(Stored data entries)

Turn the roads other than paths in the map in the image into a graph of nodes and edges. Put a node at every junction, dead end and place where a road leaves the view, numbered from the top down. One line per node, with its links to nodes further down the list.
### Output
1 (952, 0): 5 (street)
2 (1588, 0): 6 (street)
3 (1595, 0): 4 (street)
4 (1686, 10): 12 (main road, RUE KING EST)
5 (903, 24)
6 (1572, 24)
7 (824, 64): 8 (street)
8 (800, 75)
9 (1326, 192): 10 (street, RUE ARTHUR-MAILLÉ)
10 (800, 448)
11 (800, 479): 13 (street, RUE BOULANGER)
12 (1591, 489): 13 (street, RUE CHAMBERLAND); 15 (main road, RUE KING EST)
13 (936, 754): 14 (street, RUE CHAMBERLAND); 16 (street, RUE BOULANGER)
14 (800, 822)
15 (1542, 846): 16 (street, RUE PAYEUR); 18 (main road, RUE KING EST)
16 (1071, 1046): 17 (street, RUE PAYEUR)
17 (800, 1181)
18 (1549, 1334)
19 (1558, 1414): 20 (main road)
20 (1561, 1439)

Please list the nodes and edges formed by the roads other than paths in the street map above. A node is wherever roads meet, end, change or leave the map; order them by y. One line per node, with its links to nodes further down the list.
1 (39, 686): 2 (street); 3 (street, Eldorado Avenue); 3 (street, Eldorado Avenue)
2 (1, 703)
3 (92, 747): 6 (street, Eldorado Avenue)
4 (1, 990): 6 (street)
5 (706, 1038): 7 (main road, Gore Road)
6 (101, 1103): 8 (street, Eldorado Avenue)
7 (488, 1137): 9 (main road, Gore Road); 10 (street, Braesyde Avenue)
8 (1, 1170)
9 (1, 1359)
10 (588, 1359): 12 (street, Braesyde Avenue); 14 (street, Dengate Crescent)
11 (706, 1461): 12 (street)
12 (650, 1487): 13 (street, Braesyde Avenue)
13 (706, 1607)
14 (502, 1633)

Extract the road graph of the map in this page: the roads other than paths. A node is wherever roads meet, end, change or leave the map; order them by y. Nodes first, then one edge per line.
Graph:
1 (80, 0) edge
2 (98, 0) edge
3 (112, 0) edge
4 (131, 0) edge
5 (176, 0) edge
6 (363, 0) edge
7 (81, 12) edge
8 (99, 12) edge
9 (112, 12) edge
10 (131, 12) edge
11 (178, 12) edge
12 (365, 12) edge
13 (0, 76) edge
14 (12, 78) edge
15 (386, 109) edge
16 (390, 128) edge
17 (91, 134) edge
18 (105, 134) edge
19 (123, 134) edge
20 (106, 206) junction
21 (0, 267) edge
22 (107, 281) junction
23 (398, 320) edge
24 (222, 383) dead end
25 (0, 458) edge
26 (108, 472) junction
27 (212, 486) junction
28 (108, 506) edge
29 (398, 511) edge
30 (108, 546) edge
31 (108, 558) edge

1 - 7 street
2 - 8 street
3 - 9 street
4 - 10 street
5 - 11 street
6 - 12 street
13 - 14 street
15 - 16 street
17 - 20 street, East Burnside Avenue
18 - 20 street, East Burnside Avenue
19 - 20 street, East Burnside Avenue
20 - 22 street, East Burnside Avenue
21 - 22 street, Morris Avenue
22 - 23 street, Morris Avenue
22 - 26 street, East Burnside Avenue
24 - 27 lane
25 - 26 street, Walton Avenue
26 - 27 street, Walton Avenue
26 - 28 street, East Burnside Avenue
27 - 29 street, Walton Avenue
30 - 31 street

To do:
Restating the data word for word is the whole task.

Finished exercise:
Turn the roads other than paths in the map in the image into a graph of nodes and edges. Put a node at every junction, dead end and place where a road leaves the view, numbered from the top down. One line per node, with its links to nodes further down the list.
### Output
1 (952, 0): 5 (street)
2 (1588, 0): 6 (street)
3 (1595, 0): 4 (street)
4 (1686, 10): 12 (main road, RUE KING EST)
5 (903, 24)
6 (1572, 24)
7 (824, 64): 8 (street)
8 (800, 75)
9 (1326, 192): 10 (street, RUE ARTHUR-MAILLÉ)
10 (800, 448)
11 (800, 479): 13 (street, RUE BOULANGER)
12 (1591, 489): 13 (street, RUE CHAMBERLAND); 15 (main road, RUE KING EST)
13 (936, 754): 14 (street, RUE CHAMBERLAND); 16 (street, RUE BOULANGER)
14 (800, 822)
15 (1542, 846): 16 (street, RUE PAYEUR); 18 (main road, RUE KING EST)
16 (1071, 1046): 17 (street, RUE PAYEUR)
17 (800, 1181)
18 (1549, 1334)
19 (1558, 1414): 20 (main road)
20 (1561, 1439)

Please list the nodes and edges formed by the roads other than paths in the street map above. A node is wherever roads meet, end, change or leave the map; order them by y. One line per node, with its links to nodes further down the list.
1 (39, 686): 2 (street); 3 (street, Eldorado Avenue); 3 (street, Eldorado Avenue)
2 (1, 703)
3 (92, 747): 6 (street, Eldorado Avenue)
4 (1, 990): 6 (street)
5 (706, 1038): 7 (main road, Gore Road)
6 (101, 1103): 8 (street, Eldorado Avenue)
7 (488, 1137): 9 (main road, Gore Road); 10 (street, Braesyde Avenue)
8 (1, 1170)
9 (1, 1359)
10 (588, 1359): 12 (street, Braesyde Avenue); 14 (street, Dengate Crescent)
11 (706, 1461): 12 (street)
12 (650, 1487): 13 (street, Braesyde Avenue)
13 (706, 1607)
14 (502, 1633)

Extract the road graph of the map in this page: the roads other than paths. A node is wherever roads meet, end, change or leave the map; order them by y. Nodes first, then one edge per line.
Graph:
1 (80, 0) edge
2 (98, 0) edge
3 (112, 0) edge
4 (131, 0) edge
5 (176, 0) edge
6 (363, 0) edge
7 (81, 12) edge
8 (99, 12) edge
9 (112, 12) edge
10 (131, 12) edge
11 (178, 12) edge
12 (365, 12) edge
13 (0, 76) edge
14 (12, 78) edge
15 (386, 109) edge
16 (390, 128) edge
17 (91, 134) edge
18 (105, 134) edge
19 (123, 134) edge
20 (106, 206) junction
21 (0, 267) edge
22 (107, 281) junction
23 (398, 320) edge
24 (222, 383) dead end
25 (0, 458) edge
26 (108, 472) junction
27 (212, 486) junction
28 (108, 506) edge
29 (398, 511) edge
30 (108, 546) edge
31 (108, 558) edge

1 - 7 street
2 - 8 street
3 - 9 street
4 - 10 street
5 - 11 street
6 - 12 street
13 - 14 street
15 - 16 street
17 - 20 street, East Burnside Avenue
18 - 20 street, East Burnside Avenue
19 - 20 street, East Burnside Avenue
20 - 22 street, East Burnside Avenue
21 - 22 street, Morris Avenue
22 - 23 street, Morris Avenue
22 - 26 street, East Burnside Avenue
24 - 27 lane
25 - 26 street, Walton Avenue
26 - 27 street, Walton Avenue
26 - 28 street, East Burnside Avenue
27 - 29 street, Walton Avenue
30 - 31 street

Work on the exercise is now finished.